TRY IT:
Gather each line containing the string "roads" from these entries.

Saved entries
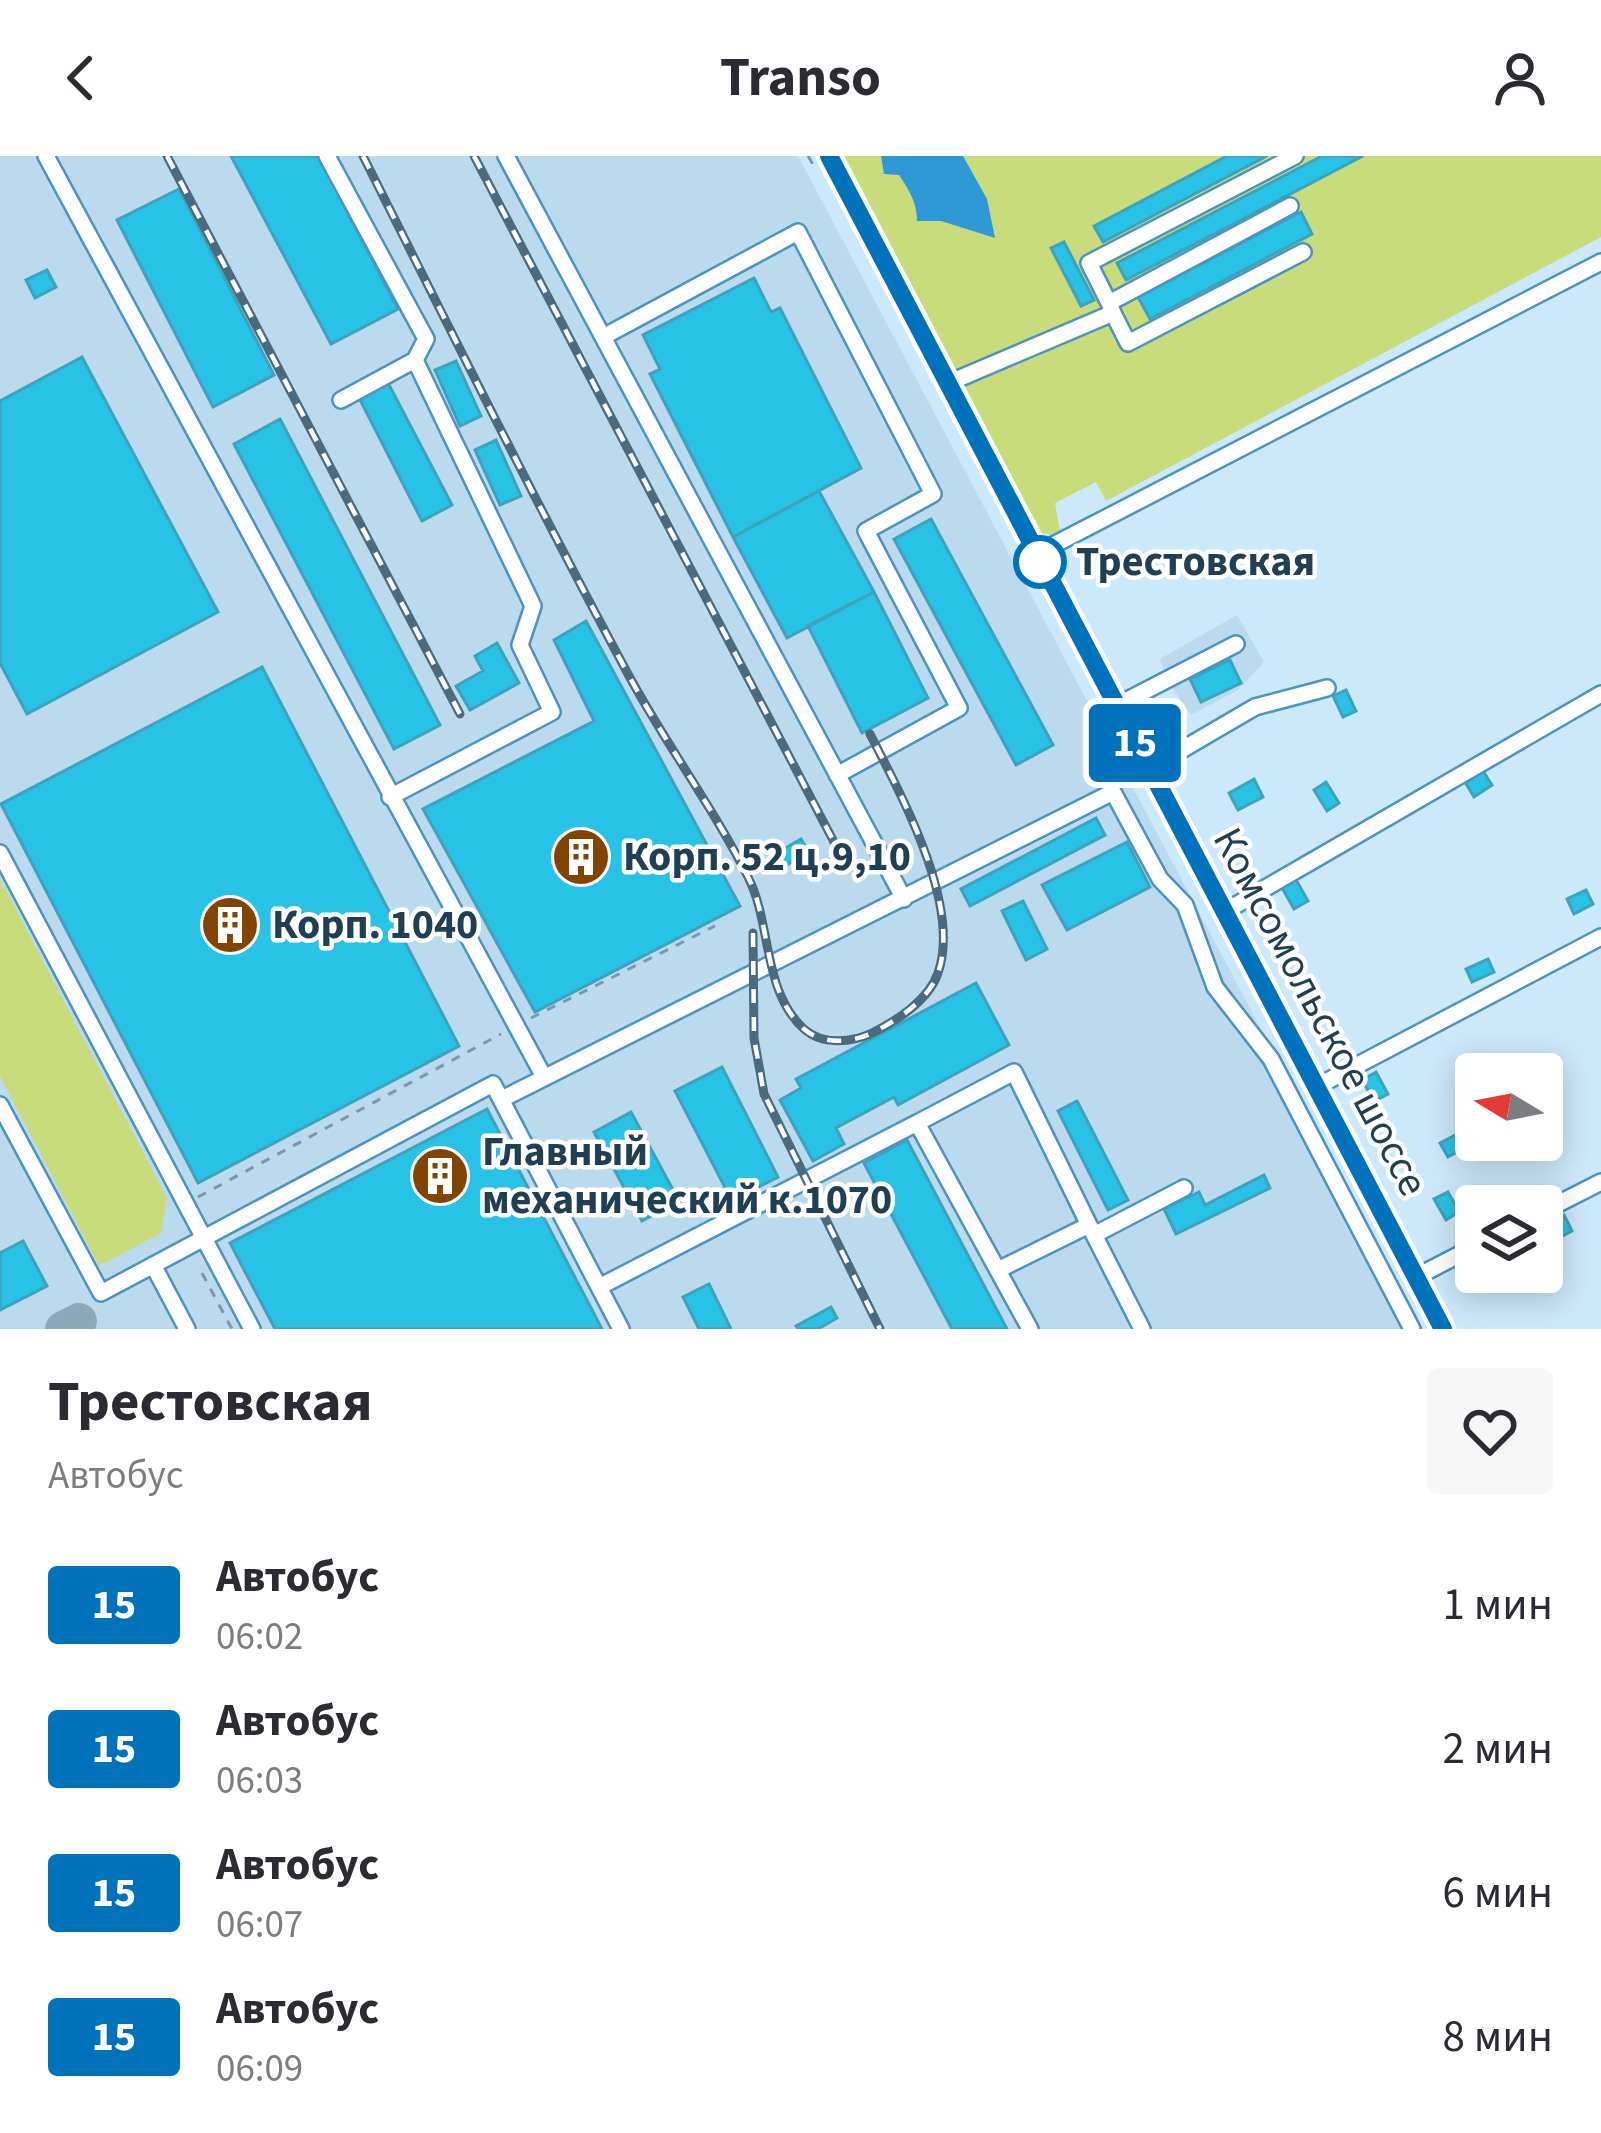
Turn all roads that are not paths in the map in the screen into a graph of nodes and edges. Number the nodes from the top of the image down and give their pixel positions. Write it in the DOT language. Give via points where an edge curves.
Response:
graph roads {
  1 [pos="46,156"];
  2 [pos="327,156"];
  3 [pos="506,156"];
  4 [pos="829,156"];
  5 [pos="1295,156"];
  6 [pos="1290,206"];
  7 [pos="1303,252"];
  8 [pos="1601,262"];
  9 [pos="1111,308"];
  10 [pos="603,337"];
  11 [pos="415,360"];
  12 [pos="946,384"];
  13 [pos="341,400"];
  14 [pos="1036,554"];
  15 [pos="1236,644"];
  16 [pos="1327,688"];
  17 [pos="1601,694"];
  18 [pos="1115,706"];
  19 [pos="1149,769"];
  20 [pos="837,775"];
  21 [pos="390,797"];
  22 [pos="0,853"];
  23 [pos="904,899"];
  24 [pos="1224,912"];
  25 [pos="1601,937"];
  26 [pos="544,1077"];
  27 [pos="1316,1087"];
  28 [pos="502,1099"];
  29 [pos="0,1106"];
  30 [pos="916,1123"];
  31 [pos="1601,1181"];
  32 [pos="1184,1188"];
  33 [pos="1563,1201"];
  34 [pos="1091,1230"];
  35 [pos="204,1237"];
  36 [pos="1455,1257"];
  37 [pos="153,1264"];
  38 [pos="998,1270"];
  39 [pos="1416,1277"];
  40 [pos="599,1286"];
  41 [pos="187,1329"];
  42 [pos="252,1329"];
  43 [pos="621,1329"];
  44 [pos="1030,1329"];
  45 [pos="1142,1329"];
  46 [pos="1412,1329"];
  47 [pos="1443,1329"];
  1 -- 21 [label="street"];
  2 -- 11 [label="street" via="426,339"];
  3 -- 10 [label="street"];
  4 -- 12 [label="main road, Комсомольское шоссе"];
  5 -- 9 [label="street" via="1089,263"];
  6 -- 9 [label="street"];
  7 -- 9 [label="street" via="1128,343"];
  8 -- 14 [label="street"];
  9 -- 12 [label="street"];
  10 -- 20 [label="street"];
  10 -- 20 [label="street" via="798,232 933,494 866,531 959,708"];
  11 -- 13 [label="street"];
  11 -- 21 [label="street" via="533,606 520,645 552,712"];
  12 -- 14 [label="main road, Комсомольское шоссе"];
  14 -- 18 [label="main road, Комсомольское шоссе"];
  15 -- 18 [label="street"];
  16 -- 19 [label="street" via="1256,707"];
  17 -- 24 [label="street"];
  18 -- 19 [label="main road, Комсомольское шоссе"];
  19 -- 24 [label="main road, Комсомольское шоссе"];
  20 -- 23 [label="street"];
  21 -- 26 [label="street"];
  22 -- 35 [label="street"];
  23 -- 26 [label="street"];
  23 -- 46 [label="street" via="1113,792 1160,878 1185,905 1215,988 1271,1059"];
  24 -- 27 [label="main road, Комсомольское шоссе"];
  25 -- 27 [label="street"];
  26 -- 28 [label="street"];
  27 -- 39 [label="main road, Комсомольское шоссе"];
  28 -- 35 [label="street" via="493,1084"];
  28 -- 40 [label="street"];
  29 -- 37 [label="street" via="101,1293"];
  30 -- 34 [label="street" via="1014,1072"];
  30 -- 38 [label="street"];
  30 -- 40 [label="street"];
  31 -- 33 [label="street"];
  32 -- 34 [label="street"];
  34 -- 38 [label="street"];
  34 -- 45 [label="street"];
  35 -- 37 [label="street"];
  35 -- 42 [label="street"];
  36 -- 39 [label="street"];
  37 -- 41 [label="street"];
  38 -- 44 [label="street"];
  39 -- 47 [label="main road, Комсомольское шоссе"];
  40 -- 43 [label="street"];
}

YOUR SOLUTION:
Turn all roads that are not paths in the map in the screen into a graph of nodes and edges. Number the nodes from the top of the image down and give their pixel positions. Write it in the DOT language. Give via points where an edge curves.
graph roads {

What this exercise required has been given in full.